**Your task**
State how many lines of the data below hold the string "node", giving nothing but the number.

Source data
· · · · ·
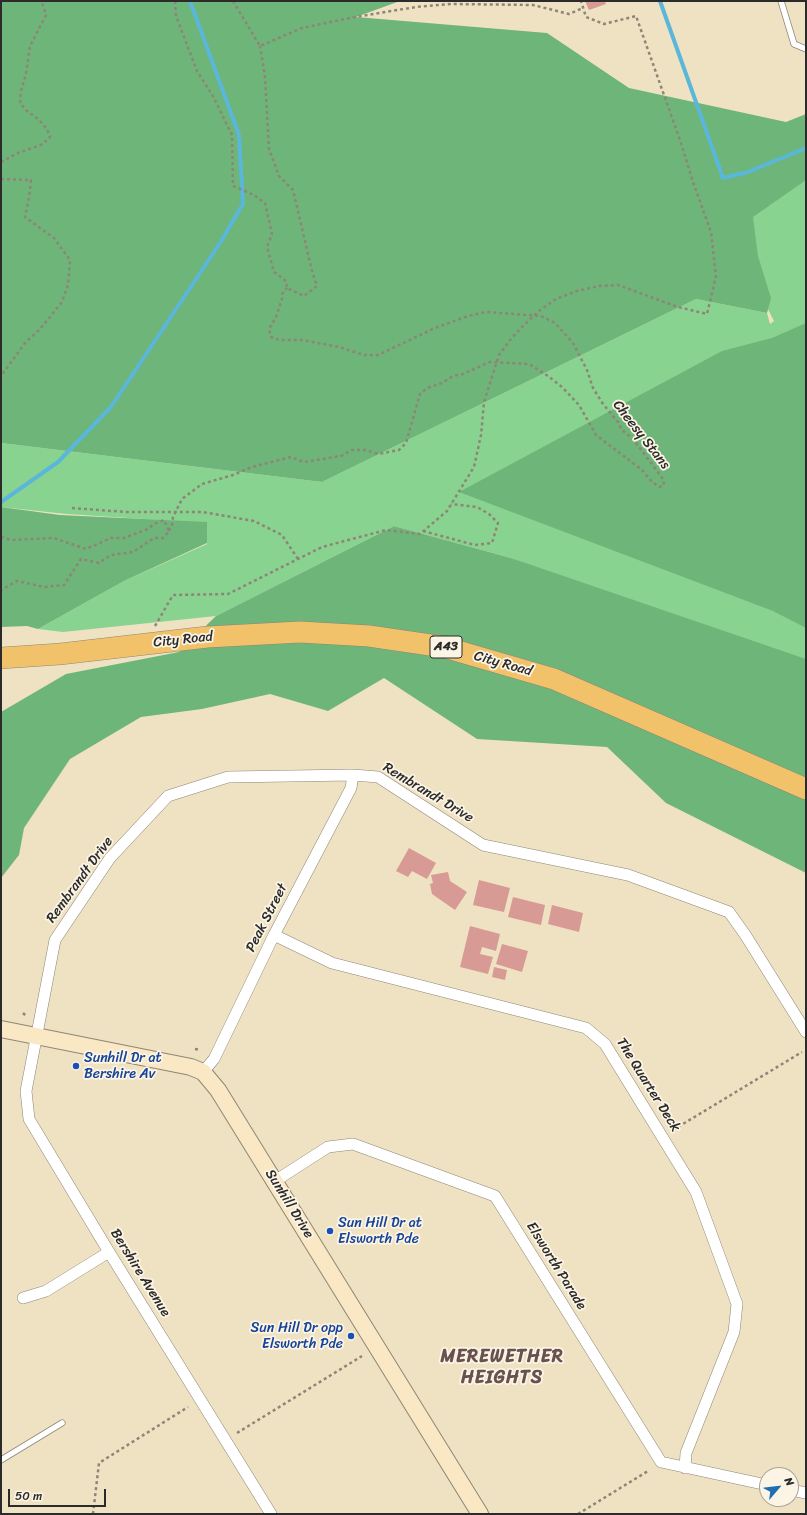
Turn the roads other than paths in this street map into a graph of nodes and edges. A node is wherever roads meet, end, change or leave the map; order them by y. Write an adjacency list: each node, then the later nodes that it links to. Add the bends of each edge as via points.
1 (781, 1): 2 (lane, via 794,44)
2 (806, 49)
3 (1, 650): 4 (highway, City Road / A43)
4 (60, 654): 5 (highway, City Road / A43); 7 (highway, City Road / A43, via 207,637 300,632 369,636 444,647 554,679)
5 (1, 658)
6 (353, 775): 8 (street, Peak Street, via 351,788); 10 (street, Rembrandt Drive, via 378,777 483,844 628,875 729,912); 11 (street, Rembrandt Drive, via 228,777 168,796 110,858 55,940)
7 (806, 789)
8 (274, 935): 12 (street, Peak Street, via 214,1059); 18 (street, The Quarter Deck, via 332,963 586,1028 605,1044 696,1192 737,1304 734,1332 686,1453)
9 (1, 1028): 11 (street)
10 (806, 1032)
11 (36, 1035): 12 (street, via 191,1067); 14 (street, Bershire Avenue, via 26,1091 29,1118)
12 (204, 1072): 13 (street, Sunhill Drive)
13 (275, 1181): 18 (street, Elsworth Parade, via 328,1147 353,1144 495,1196 661,1462); 21 (street, Sunhill Drive)
14 (110, 1252): 15 (street, via 46,1291); 20 (street, Bershire Avenue)
15 (24, 1298)
16 (62, 1423): 17 (lane)
17 (1, 1460)
18 (685, 1468): 19 (street, Elsworth Parade)
19 (759, 1483)
20 (271, 1514)
21 (480, 1514)

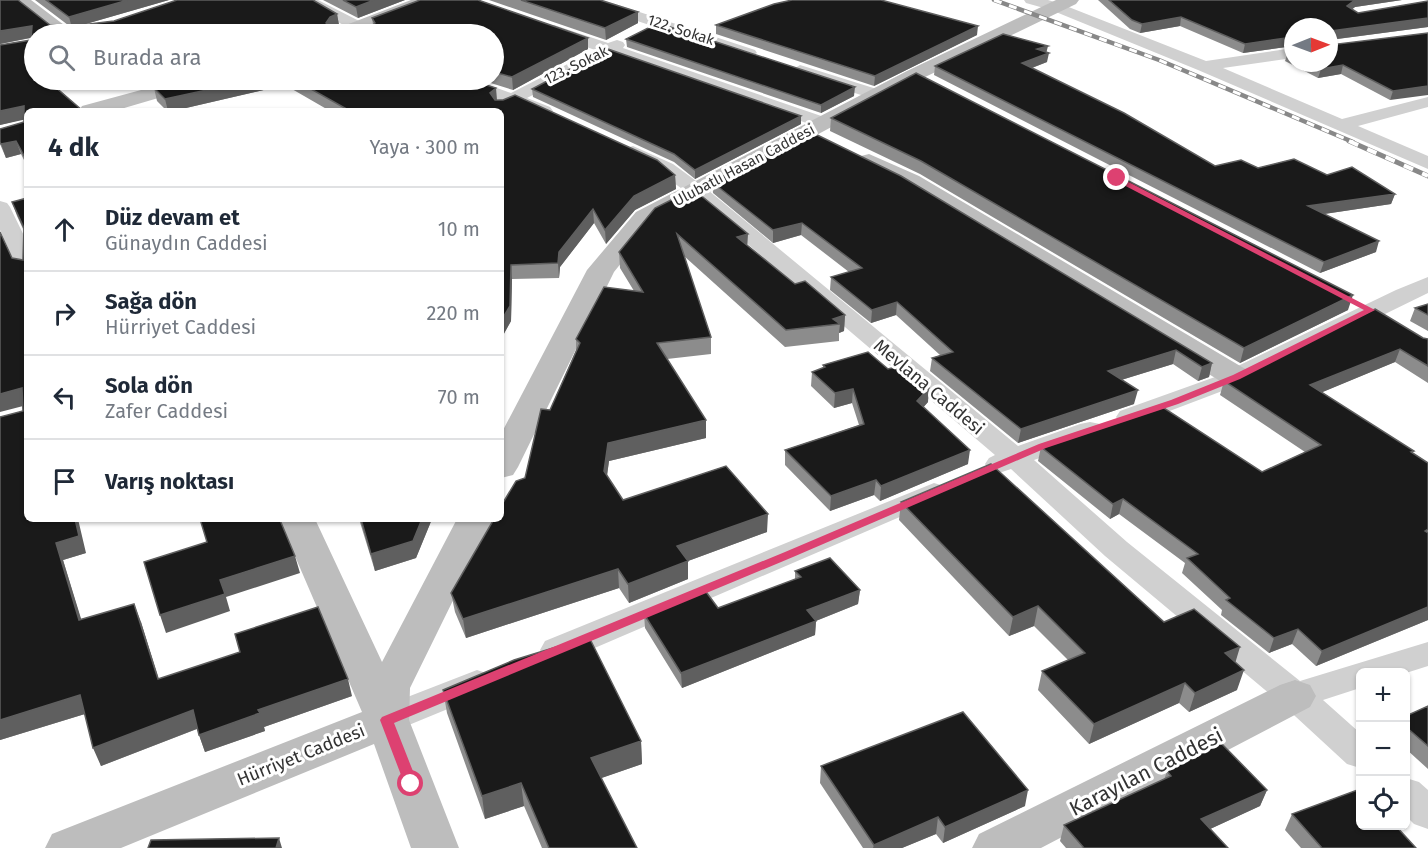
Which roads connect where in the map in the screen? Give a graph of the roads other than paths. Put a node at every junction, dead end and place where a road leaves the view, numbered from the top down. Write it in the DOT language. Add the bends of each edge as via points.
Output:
graph roads {
  1 [pos="19,0"];
  2 [pos="307,0"];
  3 [pos="427,0"];
  4 [pos="588,0"];
  5 [pos="1031,0"];
  6 [pos="1063,4"];
  7 [pos="658,22"];
  8 [pos="52,24"];
  9 [pos="350,24"];
  10 [pos="377,24"];
  11 [pos="543,26"];
  12 [pos="608,49"];
  13 [pos="1284,54"];
  14 [pos="768,59"];
  15 [pos="790,66"];
  16 [pos="1204,66"];
  17 [pos="113,90"];
  18 [pos="172,90"];
  19 [pos="478,90"];
  20 [pos="877,94"];
  21 [pos="1428,102"];
  22 [pos="505,105"];
  23 [pos="130,106"];
  24 [pos="114,108"];
  25 [pos="564,120"];
  26 [pos="1342,125"];
  27 [pos="816,127"];
  28 [pos="615,143"];
  29 [pos="1428,163"];
  30 [pos="696,190"];
  31 [pos="0,207"];
  32 [pos="24,259"];
  33 [pos="1428,284"];
  34 [pos="1236,377"];
  35 [pos="1015,458"];
  36 [pos="504,461"];
  37 [pos="298,522"];
  38 [pos="473,522"];
  39 [pos="1428,654"];
  40 [pos="1381,668"];
  41 [pos="1356,676"];
  42 [pos="1295,696"];
  43 [pos="387,720"];
  44 [pos="1356,750"];
  45 [pos="1410,797"];
  46 [pos="1428,813"];
  47 [pos="69,848"];
  48 [pos="435,848"];
  49 [pos="996,848"];
  1 -- 8 [label="street"];
  2 -- 9 [label="street"];
  3 -- 10 [label="street"];
  4 -- 7 [label="street, 122. Sokak"];
  5 -- 6 [label="street"];
  6 -- 16 [label="street"];
  6 -- 20 [label="street, Ulubatlı Hasan Caddesi" via="925,80"];
  7 -- 12 [label="street, 123. Sokak"];
  7 -- 14 [label="street, 122. Sokak"];
  11 -- 12 [label="street"];
  12 -- 22 [label="street, 123. Sokak"];
  12 -- 27 [label="street"];
  13 -- 16 [label="street"];
  15 -- 20 [label="street"];
  16 -- 26 [label="street"];
  17 -- 23 [label="street"];
  18 -- 23 [label="street"];
  19 -- 22 [label="street"];
  20 -- 27 [label="street, Ulubatlı Hasan Caddesi"];
  21 -- 26 [label="street"];
  22 -- 25 [label="street"];
  23 -- 24 [label="street"];
  26 -- 29 [label="street"];
  27 -- 30 [label="street, Ulubatlı Hasan Caddesi"];
  27 -- 34 [label="street" via="844,149 910,181"];
  28 -- 30 [label="street, Mevlana Caddesi" via="666,168"];
  30 -- 35 [label="street, Mevlana Caddesi"];
  30 -- 36 [label="street, Ulubatlı Hasan Caddesi" via="645,217 601,270"];
  31 -- 32 [label="street"];
  33 -- 34 [label="street, Hürriyet Caddesi"];
  34 -- 35 [label="street, Hürriyet Caddesi"];
  35 -- 42 [label="street, Mevlana Caddesi" via="1116,549"];
  35 -- 43 [label="street, Hürriyet Caddesi"];
  37 -- 43 [label="street"];
  38 -- 43 [label="street" via="389,688"];
  39 -- 40 [label="street"];
  41 -- 42 [label="street"];
  42 -- 44 [label="street, Mevlana Caddesi"];
  42 -- 49 [label="street, Karayılan Caddesi"];
  43 -- 47 [label="street, Hürriyet Caddesi"];
  43 -- 48 [label="street"];
  45 -- 46 [label="street"];
}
· · · · ·
**Answer space**
2